- Directed by: Mariano Laurenti
- Written by: Roberto Gianviti Dino Verde
- Produced by: Vittorio Martino Leo Cevenini
- Starring: Franco Franchi Ciccio Ingrassia Edwige Fenech
- Cinematography: Tino Santoni
- Edited by: Giuliana Attenni
- Music by: Carlo Rustichelli
- Distributed by: Variety Distribution
- Release date: 1970;
- Running time: 89 minutes
- Country: Italy
- Language: Italian

= Satiricosissimo =

Satiricosissimo is a 1970 Italian comedy film directed by Mariano Laurenti starring the comic duo Franco and Ciccio. It is a parody of the 1969 Federico Fellini film Fellini Satyricon.

== Plot summary ==
Ciccio loves very much the novel Satyricon of Petronius Arbiter, although his friend Franco does not understand him. Ciccio also saw the famous Federico Fellini's film about the novel, and he goes with Franco in a country inn, near Rome. The director, seeing the success of the film by Fellini, does furnish the inn in the fashion of ancient Rome. Even the guests and the waiters are dressed to the ancient, and so do Franco and Ciccio, but they break a jar of wine and are hunted. The two fall asleep in a clearing, and wake up in the Rome of the Emperor Nero.
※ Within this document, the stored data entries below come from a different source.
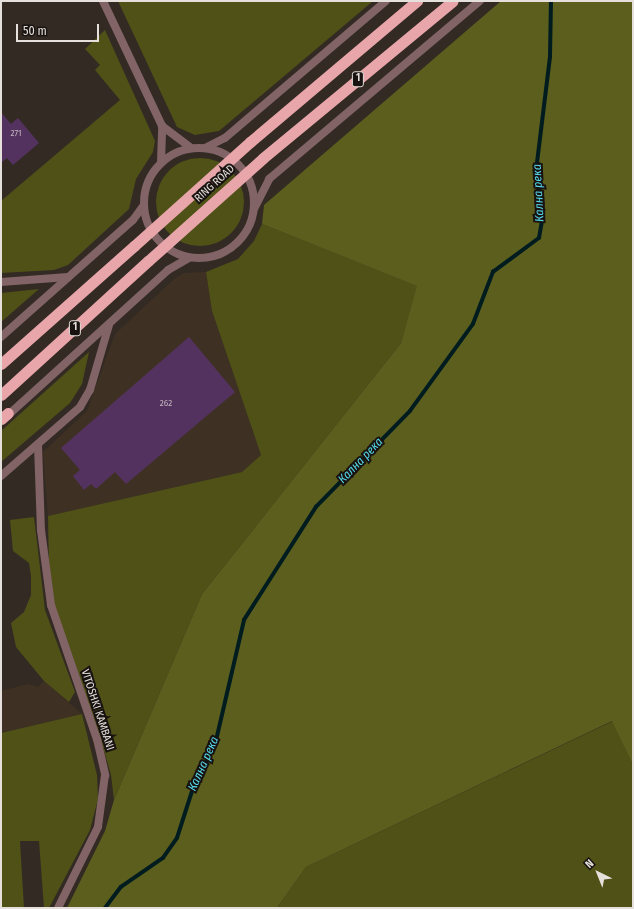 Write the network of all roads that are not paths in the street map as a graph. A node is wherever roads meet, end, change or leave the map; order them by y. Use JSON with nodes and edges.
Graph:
{"nodes":[{"id":1,"x":103,"y":1,"type":"edge"},
{"id":2,"x":386,"y":1,"type":"edge"},
{"id":3,"x":417,"y":1,"type":"edge"},
{"id":4,"x":453,"y":1,"type":"edge"},
{"id":5,"x":480,"y":1,"type":"edge"},
{"id":6,"x":162,"y":126,"type":"junction"},
{"id":7,"x":191,"y":148,"type":"junction"},
{"id":8,"x":205,"y":148,"type":"junction"},
{"id":9,"x":161,"y":162,"type":"junction"},
{"id":10,"x":143,"y":206,"type":"junction"},
{"id":11,"x":254,"y":209,"type":"junction"},
{"id":12,"x":189,"y":258,"type":"junction"},
{"id":13,"x":69,"y":277,"type":"junction"},
{"id":14,"x":1,"y":282,"type":"edge"},
{"id":15,"x":112,"y":321,"type":"junction"},
{"id":16,"x":1,"y":338,"type":"edge"},
{"id":17,"x":1,"y":364,"type":"edge"},
{"id":18,"x":1,"y":395,"type":"edge"},
{"id":19,"x":4,"y":418,"type":"edge"},
{"id":20,"x":38,"y":445,"type":"junction"},
{"id":21,"x":1,"y":476,"type":"edge"},
{"id":22,"x":58,"y":908,"type":"edge"}],
"edges":[{"from":1,"to":6,"type":"street"},
{"from":2,"to":8,"type":"street"},
{"from":3,"to":17,"type":"highway","name":"RING ROAD","number":"1","bridge":true},
{"from":4,"to":18,"type":"highway","name":"RING ROAD","number":"1","bridge":true},
{"from":5,"to":11,"type":"street"},
{"from":6,"to":7,"type":"street"},
{"from":6,"to":9,"type":"street"},
{"from":7,"to":8,"type":"street"},
{"from":7,"to":9,"type":"street"},
{"from":8,"to":11,"type":"street"},
{"from":9,"to":10,"type":"street"},
{"from":10,"to":12,"type":"street"},
{"from":10,"to":13,"type":"street"},
{"from":11,"to":12,"type":"street"},
{"from":12,"to":15,"type":"street"},
{"from":13,"to":14,"type":"street"},
{"from":13,"to":16,"type":"street"},
{"from":15,"to":19,"type":"street"},
{"from":15,"to":20,"type":"street"},
{"from":20,"to":21,"type":"street"},
{"from":20,"to":22,"type":"street"}]}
Franco and Ciccio risk being killed, and so they're saved just by writer Petronius who hire them as servants. Petronius is the best adviser to Nero, who is scared because he believes that his mother Agrippina wants to kill him. Franco and Ciccio therefore must watch over the life of the emperor, but they soon discover that the killer who wants to murder Nero is not the mother.

== Cast ==
- Franco Franchi as Franco
- Ciccio Ingrassia as Ciccio
- Edwige Fenech as Poppaea Sabina
- Giancarlo Badessi as Nero
- Arturo Dominici as Tigellinus
- Karin Schubert as Acte
- Pino Ferrara as Petronius
- Linda Sini as Agrippina the Younger
- Leonardo Severini as Seneca
- Gigi Reder as The Innkeeper
- Ignazio Leone as The Judge
- Samson Burke as Taurus
== Reception ==
An Italian review of the time finds it is "a sloppy film, whose elementary comic quality relies on double entendres, vulgar jokes, references to recent political events and above all on the crude resources of the two characters in the domain of mime.